### Exercise goal
Where in the material does the word "edges" appear? Copy each line that has it.

### Source information
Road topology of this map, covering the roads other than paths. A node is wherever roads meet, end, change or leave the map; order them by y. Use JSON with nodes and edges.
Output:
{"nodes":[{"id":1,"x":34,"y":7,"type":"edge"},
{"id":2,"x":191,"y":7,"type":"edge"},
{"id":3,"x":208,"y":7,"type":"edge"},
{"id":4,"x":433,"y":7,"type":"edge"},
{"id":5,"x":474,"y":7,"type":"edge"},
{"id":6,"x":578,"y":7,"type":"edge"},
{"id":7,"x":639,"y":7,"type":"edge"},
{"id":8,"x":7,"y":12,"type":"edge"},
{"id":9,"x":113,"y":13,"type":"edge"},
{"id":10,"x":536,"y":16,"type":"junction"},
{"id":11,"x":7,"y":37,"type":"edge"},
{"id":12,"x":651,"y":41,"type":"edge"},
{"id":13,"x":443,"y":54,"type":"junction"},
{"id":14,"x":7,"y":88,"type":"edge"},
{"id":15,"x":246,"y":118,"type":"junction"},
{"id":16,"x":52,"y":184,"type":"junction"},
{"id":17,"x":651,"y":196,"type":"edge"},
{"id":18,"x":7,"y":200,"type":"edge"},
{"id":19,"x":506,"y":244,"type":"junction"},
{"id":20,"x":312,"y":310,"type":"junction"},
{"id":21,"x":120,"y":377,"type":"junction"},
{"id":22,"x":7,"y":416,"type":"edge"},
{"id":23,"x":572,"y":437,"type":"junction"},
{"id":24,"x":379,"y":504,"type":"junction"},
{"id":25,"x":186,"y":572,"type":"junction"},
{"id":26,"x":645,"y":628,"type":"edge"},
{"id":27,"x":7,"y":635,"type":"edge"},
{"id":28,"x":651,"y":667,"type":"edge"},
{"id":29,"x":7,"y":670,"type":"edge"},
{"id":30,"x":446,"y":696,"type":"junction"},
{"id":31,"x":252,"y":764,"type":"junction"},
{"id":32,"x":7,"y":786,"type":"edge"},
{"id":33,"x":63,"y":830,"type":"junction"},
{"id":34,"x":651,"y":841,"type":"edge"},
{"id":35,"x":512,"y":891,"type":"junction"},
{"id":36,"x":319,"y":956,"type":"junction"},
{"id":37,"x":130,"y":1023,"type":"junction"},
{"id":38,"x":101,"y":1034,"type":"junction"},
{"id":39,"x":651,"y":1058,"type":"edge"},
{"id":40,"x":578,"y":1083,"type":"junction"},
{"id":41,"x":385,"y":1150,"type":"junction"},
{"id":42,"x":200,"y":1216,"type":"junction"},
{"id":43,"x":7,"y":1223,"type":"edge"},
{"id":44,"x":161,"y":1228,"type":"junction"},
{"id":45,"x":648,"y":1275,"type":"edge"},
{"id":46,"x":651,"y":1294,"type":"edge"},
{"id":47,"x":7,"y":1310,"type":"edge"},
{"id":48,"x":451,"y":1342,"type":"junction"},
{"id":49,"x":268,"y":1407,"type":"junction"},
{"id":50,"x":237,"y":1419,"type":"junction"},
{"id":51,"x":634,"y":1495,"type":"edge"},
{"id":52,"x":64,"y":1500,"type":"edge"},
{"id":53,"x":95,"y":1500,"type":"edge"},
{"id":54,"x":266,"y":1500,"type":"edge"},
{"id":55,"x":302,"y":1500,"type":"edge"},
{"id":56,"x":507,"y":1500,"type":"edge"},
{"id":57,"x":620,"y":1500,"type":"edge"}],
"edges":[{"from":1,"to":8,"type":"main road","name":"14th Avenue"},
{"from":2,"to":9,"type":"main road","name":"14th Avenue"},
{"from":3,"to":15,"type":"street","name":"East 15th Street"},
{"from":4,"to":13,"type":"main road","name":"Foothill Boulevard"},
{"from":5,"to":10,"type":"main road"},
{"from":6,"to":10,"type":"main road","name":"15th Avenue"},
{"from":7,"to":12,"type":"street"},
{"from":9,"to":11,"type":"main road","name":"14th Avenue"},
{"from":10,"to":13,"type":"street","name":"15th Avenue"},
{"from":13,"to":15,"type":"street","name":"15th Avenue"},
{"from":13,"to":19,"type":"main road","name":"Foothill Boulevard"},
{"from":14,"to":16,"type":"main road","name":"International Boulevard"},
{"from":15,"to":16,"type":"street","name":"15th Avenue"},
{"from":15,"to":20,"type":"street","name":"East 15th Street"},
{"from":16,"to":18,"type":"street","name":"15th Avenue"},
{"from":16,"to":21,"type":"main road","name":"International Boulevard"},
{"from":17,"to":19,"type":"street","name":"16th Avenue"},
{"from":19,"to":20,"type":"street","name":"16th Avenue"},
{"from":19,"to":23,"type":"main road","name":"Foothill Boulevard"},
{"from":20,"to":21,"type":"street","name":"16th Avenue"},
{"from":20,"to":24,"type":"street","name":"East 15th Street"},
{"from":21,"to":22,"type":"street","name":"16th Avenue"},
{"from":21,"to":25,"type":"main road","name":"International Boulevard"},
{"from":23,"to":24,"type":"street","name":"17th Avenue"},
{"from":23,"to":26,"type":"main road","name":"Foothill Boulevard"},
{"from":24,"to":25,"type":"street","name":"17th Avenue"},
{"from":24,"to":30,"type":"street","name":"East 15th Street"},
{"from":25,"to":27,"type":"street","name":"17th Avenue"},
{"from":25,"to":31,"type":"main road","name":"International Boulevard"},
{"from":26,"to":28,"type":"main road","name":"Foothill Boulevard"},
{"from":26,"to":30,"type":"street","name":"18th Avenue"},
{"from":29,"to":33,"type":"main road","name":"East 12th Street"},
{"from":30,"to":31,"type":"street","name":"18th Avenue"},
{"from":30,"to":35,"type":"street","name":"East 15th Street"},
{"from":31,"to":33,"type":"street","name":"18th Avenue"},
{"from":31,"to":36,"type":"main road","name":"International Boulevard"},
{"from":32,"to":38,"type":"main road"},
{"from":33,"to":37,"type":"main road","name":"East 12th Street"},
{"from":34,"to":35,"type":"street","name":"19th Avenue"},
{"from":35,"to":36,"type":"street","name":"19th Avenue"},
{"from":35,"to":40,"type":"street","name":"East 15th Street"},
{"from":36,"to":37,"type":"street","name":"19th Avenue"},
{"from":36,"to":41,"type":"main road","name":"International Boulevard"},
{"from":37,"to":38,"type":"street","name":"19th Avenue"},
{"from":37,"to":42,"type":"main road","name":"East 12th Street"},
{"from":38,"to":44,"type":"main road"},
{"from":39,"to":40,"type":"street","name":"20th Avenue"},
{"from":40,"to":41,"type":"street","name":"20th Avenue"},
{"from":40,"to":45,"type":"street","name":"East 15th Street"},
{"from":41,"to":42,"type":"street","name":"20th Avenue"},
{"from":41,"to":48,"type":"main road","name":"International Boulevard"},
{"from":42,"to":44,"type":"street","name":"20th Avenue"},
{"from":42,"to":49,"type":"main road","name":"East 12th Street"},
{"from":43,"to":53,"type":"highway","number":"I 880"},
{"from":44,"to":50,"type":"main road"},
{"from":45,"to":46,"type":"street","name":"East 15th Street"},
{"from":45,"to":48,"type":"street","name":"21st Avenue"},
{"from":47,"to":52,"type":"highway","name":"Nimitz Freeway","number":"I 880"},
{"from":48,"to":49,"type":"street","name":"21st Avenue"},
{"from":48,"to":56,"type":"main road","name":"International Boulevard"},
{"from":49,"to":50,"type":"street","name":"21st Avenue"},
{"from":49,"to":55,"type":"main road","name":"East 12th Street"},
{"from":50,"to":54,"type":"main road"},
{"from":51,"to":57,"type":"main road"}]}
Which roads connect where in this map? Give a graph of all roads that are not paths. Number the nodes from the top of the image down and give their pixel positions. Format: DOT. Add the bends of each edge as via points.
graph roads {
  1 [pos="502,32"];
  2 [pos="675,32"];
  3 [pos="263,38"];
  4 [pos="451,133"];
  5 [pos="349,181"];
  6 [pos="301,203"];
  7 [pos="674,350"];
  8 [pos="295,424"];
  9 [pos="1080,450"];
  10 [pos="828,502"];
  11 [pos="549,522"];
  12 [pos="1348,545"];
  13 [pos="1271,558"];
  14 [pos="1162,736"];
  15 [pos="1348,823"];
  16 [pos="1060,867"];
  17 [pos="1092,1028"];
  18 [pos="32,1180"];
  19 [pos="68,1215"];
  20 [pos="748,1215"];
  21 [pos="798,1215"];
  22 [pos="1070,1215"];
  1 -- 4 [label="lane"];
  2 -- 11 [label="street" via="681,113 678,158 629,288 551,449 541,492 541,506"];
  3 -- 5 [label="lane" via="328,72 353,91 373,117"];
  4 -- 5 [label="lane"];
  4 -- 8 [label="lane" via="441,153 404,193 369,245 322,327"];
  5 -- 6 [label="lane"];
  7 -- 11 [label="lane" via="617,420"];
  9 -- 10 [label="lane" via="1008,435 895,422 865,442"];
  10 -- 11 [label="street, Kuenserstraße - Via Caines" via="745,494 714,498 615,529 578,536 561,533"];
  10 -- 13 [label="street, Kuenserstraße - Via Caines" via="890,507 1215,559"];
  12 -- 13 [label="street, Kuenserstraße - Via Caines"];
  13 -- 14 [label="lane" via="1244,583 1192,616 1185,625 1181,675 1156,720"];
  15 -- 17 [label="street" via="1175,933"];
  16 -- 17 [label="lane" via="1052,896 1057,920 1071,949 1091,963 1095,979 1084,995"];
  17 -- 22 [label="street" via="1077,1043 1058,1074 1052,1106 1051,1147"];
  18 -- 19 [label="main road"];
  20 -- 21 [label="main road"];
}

### Finished task
Road topology of this map, covering the roads other than paths. A node is wherever roads meet, end, change or leave the map; order them by y. Use JSON with nodes and edges.
"edges":[{"from":1,"to":8,"type":"main road","name":"14th Avenue"},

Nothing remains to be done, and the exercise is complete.